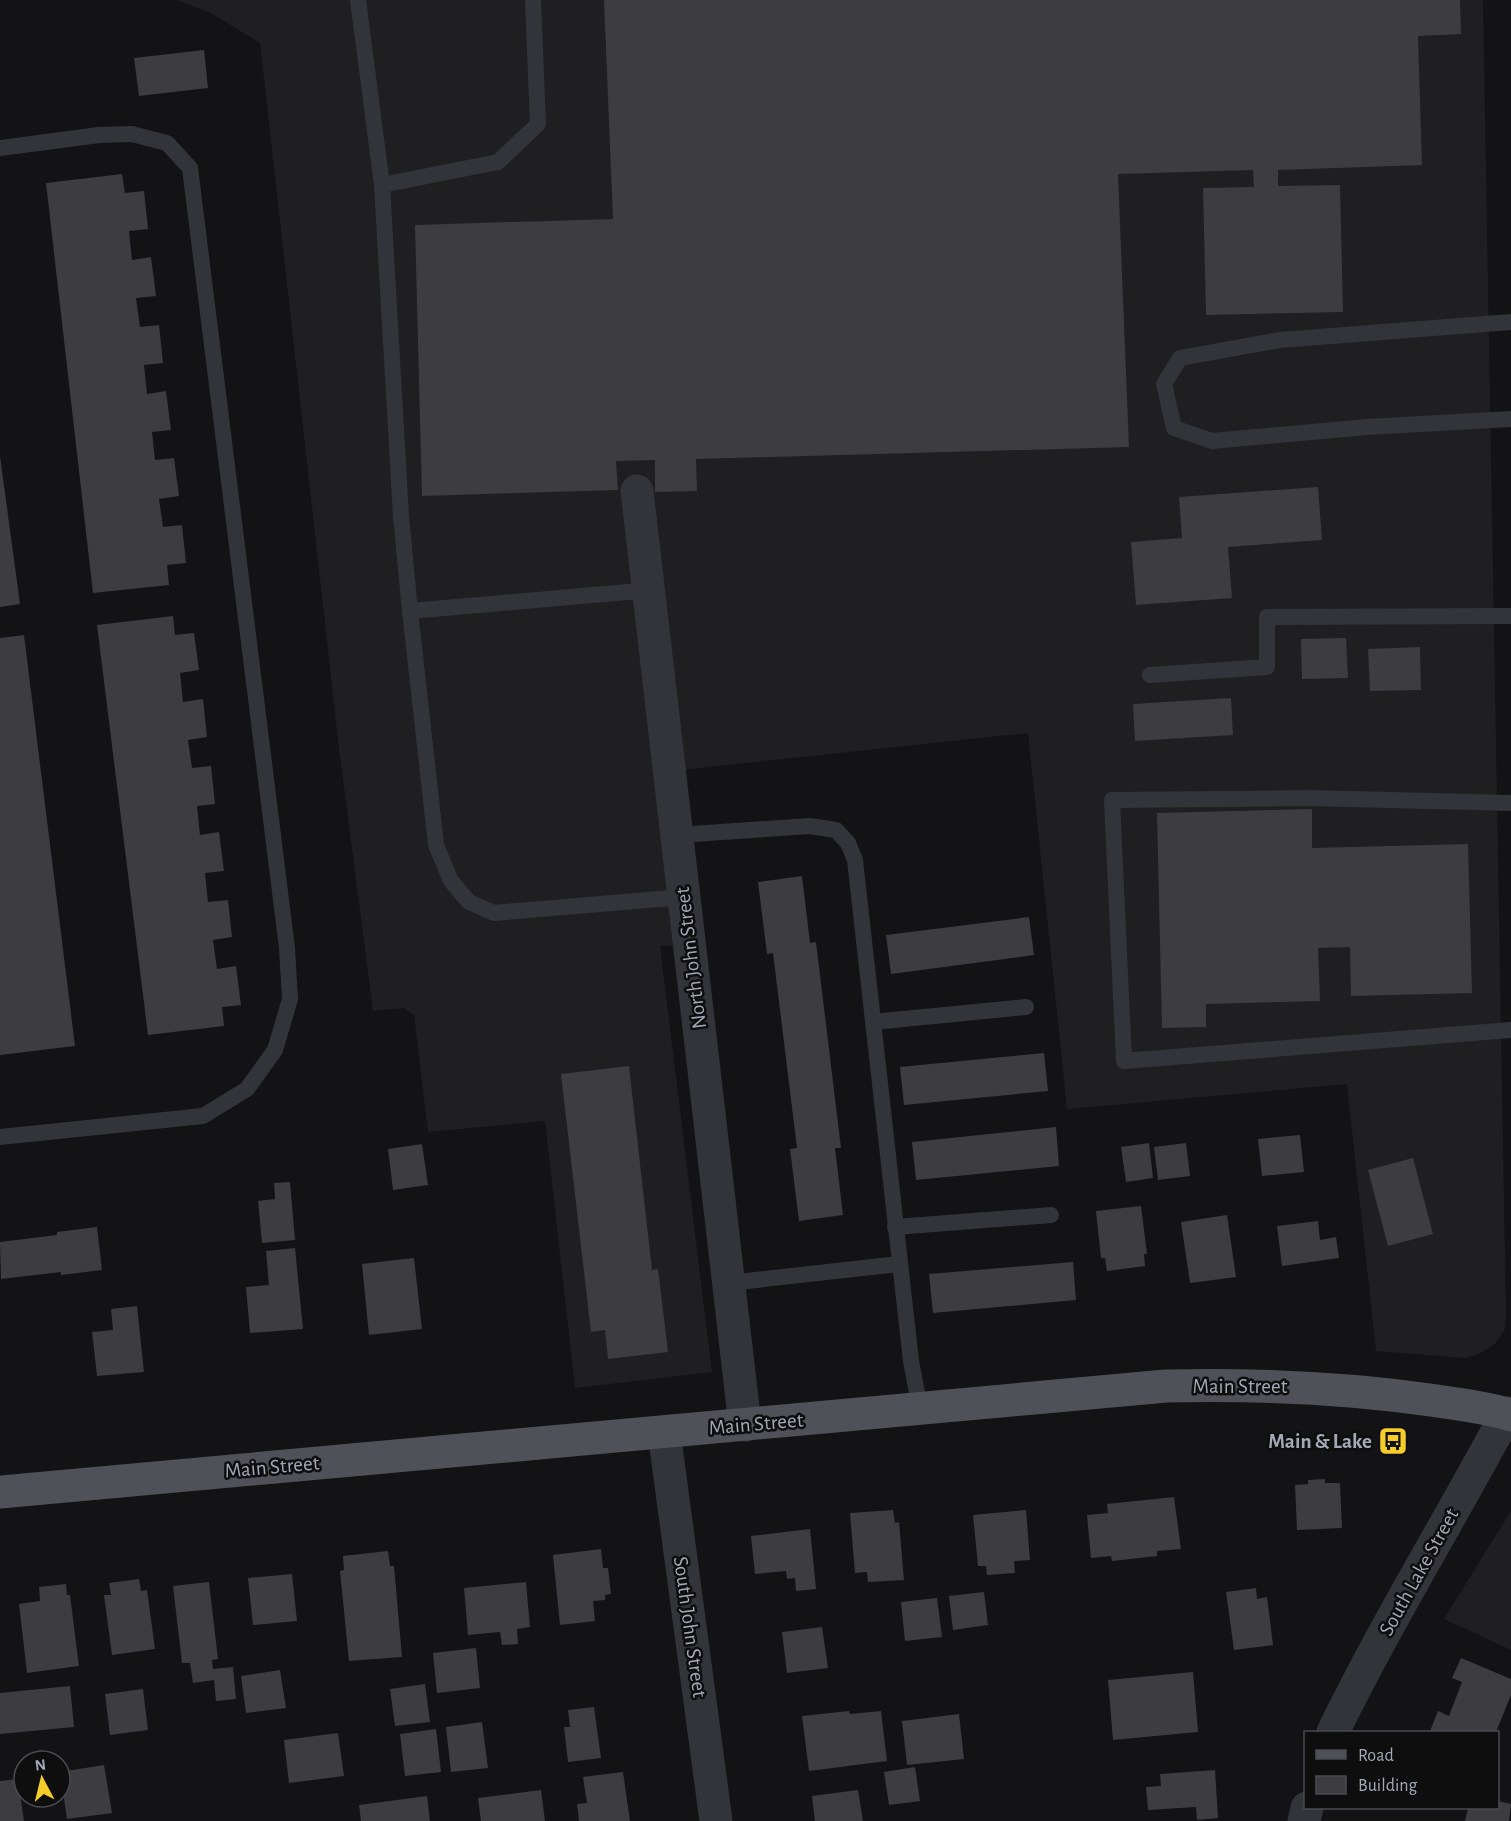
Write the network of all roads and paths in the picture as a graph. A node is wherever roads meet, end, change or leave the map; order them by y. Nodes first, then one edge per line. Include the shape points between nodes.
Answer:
1 (358, 0) edge
2 (533, 0) edge
3 (0, 148) edge
4 (382, 185) junction
5 (1511, 322) edge
6 (1511, 419) edge
7 (638, 490) dead end
8 (650, 590) junction
9 (410, 611) junction
10 (1511, 616) edge
11 (1150, 675) dead end
12 (1511, 803) edge
13 (678, 835) junction
14 (683, 897) junction
15 (1026, 1007) dead end
16 (873, 1022) junction
17 (1511, 1030) edge
18 (0, 1137) edge
19 (1051, 1215) dead end
20 (895, 1227) junction
21 (899, 1264) junction
22 (729, 1283) junction
23 (920, 1409) junction
24 (1509, 1414) edge
25 (746, 1425) junction
26 (664, 1432) junction
27 (0, 1492) edge
28 (1333, 1731) edge
29 (716, 1821) edge

1 - 4 lane
2 - 4 lane via 538,124 498,162
3 - 18 lane via 132,134 167,144 190,168 287,948 290,999 275,1050 247,1089 203,1116
4 - 9 lane
5 - 6 lane via 1280,340 1180,358 1164,384 1174,428 1212,441
7 - 8 street, North John Street
8 - 9 lane
8 - 13 street, North John Street
9 - 14 lane via 436,845 451,881 469,902 494,913
10 - 11 lane via 1267,617 1267,667
12 - 17 lane via 1310,798 1112,800 1124,1061
13 - 14 street, North John Street
13 - 16 lane via 810,826 836,830 848,843 855,860
14 - 22 street, North John Street
15 - 16 lane
16 - 20 lane
19 - 20 lane
20 - 21 lane
21 - 22 lane
21 - 23 lane
22 - 25 street, North John Street
23 - 24 main road, Main Street via 1166,1386 1239,1384 1380,1393
23 - 25 main road, Main Street
24 - 28 street, South Lake Street via 1421,1564
25 - 26 main road, Main Street
26 - 27 main road, Main Street
26 - 29 street, South John Street

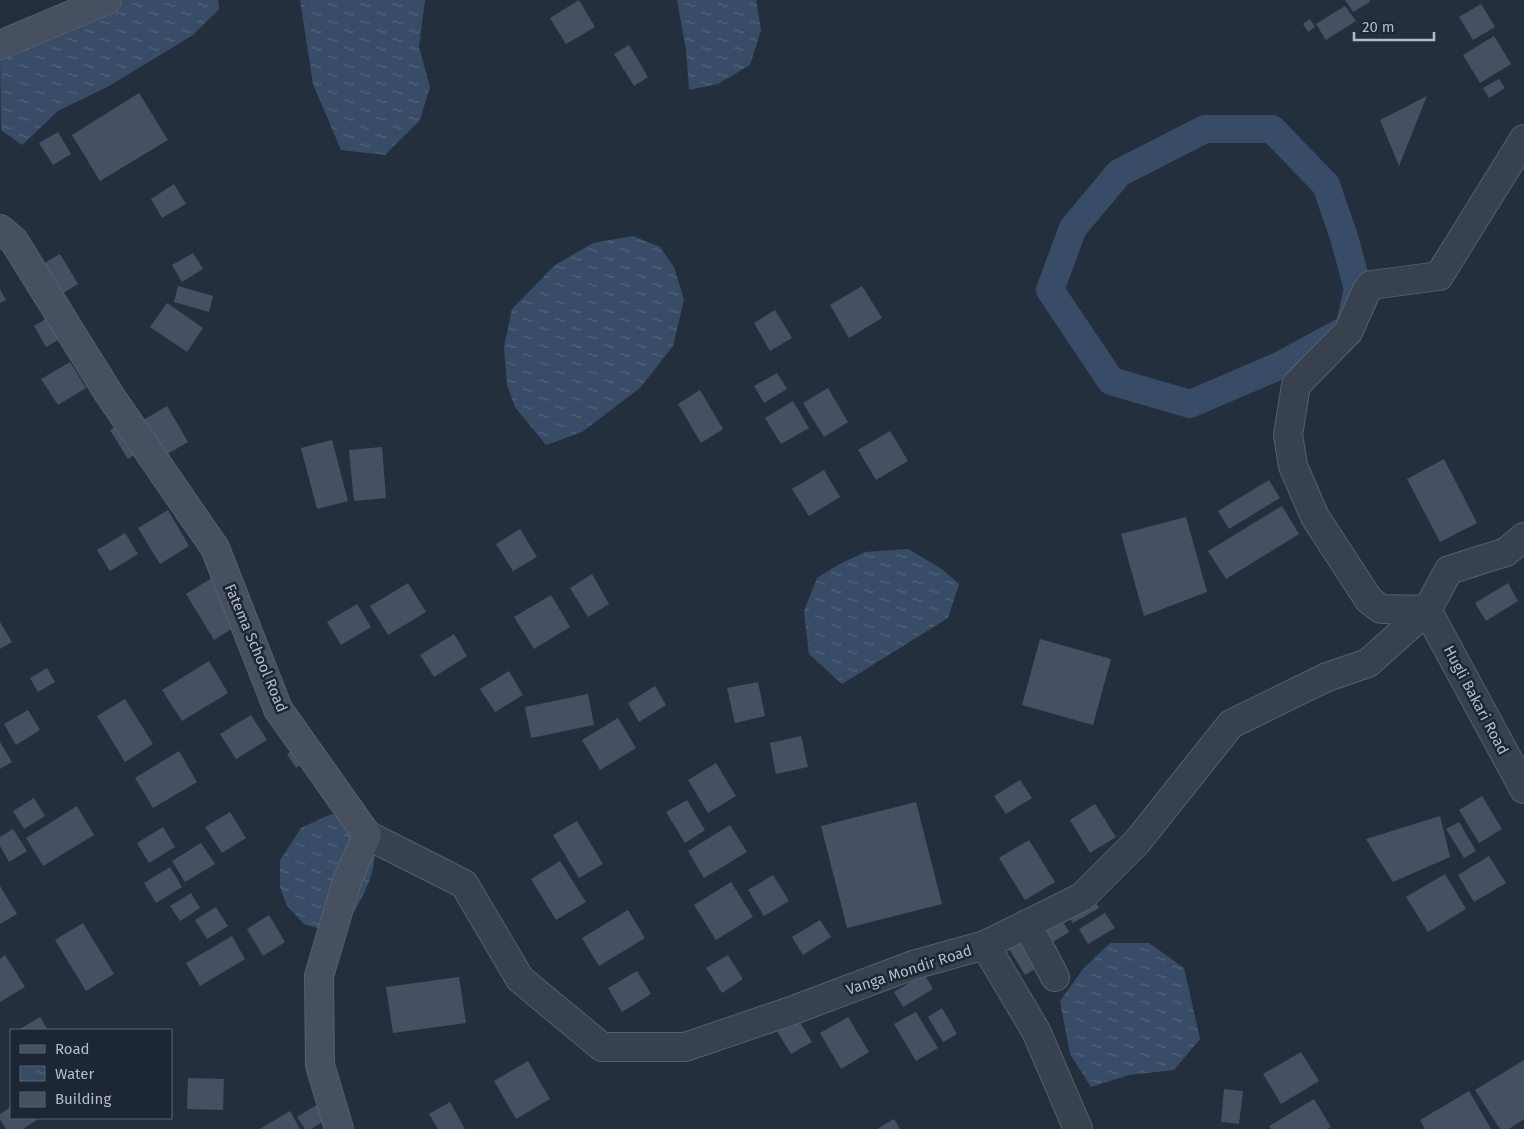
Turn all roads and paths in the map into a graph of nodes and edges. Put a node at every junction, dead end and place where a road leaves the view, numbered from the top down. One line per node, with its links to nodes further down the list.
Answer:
1 (107, 0): 2 (main road)
2 (0, 45)
3 (1524, 139): 6 (street)
4 (0, 230): 8 (main road, Fatema School Road)
5 (1524, 537): 6 (street, Vanga Mondir Road)
6 (1427, 610): 7 (street, Hugli Bakari Road); 9 (street, Vanga Mondir Road)
7 (1524, 789)
8 (367, 834): 10 (street, Vanga Mondir Road); 12 (main road)
9 (1027, 924): 10 (street, Vanga Mondir Road); 11 (street)
10 (986, 945): 13 (street)
11 (1056, 977)
12 (339, 1129)
13 (1078, 1129)

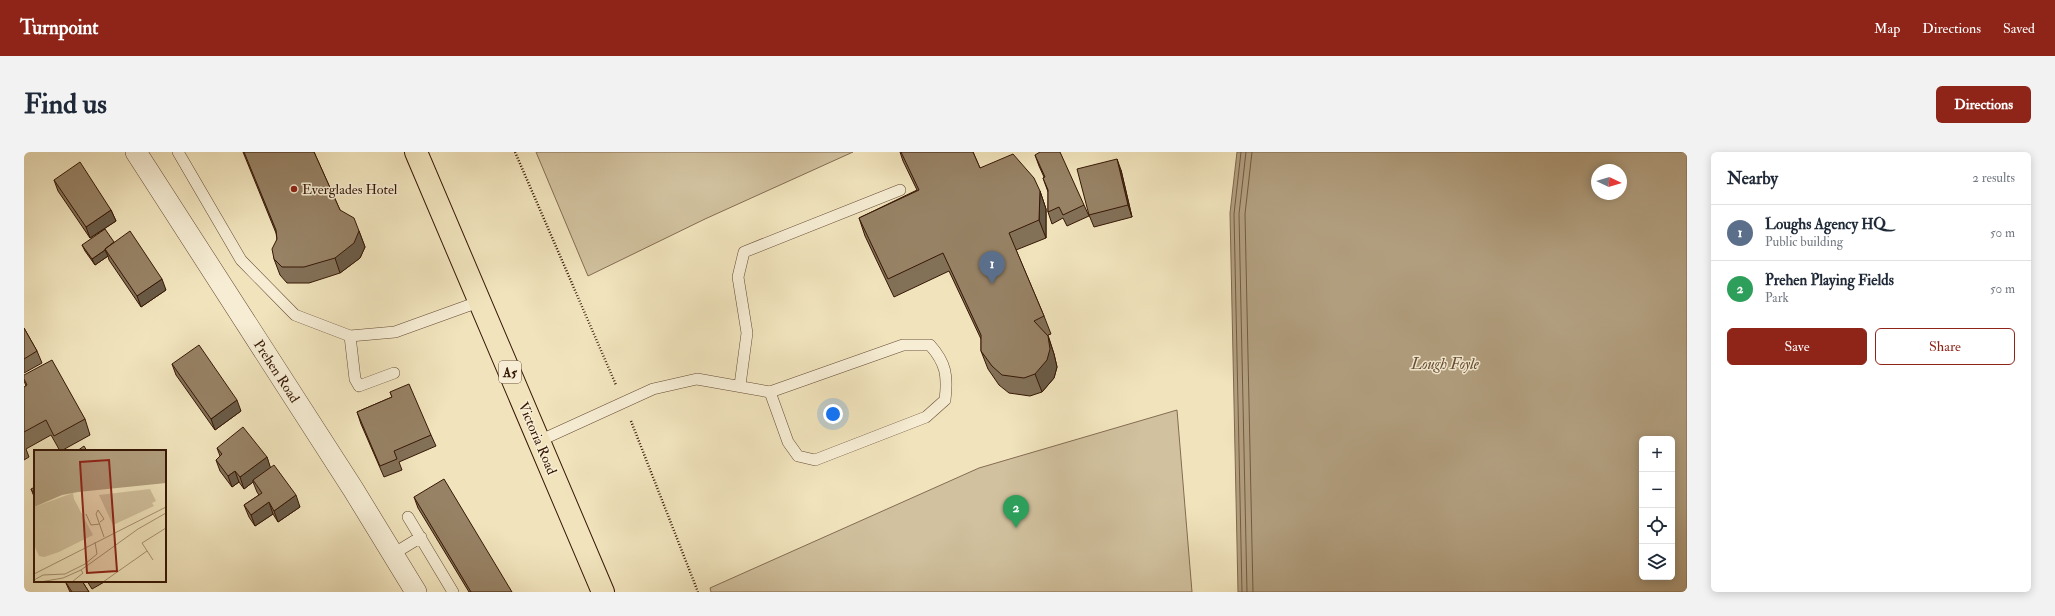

━━━━━━━━━━

▶ YOUR INSTRUCTIONS:
Considering the records line by line, how many lines hold the string "graph"? Say only the number.

▶ SOLUTION BELOW:
2